Exercise goal: The string "Palm" may appear in lines of the listing. Report each line where it does.
──────── Material to process ────────
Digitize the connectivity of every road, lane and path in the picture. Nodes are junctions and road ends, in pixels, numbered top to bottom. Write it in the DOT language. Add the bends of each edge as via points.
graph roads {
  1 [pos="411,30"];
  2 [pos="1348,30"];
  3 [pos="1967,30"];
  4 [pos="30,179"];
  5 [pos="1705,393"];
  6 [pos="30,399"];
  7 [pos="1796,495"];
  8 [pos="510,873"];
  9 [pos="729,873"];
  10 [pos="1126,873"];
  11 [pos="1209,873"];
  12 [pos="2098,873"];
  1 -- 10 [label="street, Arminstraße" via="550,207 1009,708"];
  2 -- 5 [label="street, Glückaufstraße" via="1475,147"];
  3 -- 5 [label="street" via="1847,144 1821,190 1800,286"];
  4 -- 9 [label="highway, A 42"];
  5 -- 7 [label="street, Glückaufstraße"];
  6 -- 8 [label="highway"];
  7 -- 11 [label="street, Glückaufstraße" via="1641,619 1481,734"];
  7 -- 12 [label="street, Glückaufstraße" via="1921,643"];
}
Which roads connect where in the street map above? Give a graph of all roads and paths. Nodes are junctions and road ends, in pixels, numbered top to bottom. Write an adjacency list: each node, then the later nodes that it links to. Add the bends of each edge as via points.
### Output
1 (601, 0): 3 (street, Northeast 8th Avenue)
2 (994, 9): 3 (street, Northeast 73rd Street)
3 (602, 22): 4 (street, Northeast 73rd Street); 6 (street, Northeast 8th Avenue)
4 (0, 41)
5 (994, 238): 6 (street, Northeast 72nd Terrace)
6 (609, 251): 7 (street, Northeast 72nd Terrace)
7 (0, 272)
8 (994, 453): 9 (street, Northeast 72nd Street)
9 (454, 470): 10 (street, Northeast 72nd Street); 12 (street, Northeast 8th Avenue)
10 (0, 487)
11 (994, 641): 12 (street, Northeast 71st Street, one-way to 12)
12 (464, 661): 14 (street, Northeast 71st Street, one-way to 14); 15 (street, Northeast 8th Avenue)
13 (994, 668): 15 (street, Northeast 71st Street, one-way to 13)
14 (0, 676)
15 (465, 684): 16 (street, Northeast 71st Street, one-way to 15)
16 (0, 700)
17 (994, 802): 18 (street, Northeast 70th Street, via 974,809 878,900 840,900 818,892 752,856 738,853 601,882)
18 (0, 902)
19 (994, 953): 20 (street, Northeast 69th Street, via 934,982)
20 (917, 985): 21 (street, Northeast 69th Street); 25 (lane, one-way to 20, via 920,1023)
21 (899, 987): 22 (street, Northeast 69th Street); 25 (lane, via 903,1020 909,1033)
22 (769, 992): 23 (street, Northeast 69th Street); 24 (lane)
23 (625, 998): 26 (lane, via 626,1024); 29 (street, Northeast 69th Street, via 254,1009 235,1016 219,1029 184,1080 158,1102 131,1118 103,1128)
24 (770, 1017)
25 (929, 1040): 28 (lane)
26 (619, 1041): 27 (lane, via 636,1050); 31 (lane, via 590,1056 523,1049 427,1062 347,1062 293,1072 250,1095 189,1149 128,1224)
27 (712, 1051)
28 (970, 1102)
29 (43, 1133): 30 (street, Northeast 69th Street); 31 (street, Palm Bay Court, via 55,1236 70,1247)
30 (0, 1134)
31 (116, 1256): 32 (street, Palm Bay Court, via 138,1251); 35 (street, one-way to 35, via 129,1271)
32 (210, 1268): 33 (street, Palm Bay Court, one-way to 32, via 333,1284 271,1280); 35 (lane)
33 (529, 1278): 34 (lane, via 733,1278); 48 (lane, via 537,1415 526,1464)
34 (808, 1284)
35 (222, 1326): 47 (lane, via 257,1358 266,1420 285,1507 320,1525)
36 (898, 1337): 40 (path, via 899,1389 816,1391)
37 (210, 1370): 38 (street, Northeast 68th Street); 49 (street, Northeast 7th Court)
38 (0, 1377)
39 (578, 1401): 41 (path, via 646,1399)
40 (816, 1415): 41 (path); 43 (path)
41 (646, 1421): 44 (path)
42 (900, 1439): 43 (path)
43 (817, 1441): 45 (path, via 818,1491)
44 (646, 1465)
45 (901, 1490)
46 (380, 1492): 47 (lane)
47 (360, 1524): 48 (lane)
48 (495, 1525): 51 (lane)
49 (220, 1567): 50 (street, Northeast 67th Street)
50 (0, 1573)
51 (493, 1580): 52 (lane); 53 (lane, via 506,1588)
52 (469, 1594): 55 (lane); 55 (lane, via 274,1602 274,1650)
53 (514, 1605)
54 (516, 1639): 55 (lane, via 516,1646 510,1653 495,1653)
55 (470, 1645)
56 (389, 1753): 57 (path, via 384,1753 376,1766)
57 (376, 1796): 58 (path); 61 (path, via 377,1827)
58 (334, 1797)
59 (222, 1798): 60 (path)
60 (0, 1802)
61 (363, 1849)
────────
Response to this exercise:
29 (43, 1133): 30 (street, Northeast 69th Street); 31 (street, Palm Bay Court, via 55,1236 70,1247)
31 (116, 1256): 32 (street, Palm Bay Court, via 138,1251); 35 (street, one-way to 35, via 129,1271)
32 (210, 1268): 33 (street, Palm Bay Court, one-way to 32, via 333,1284 271,1280); 35 (lane)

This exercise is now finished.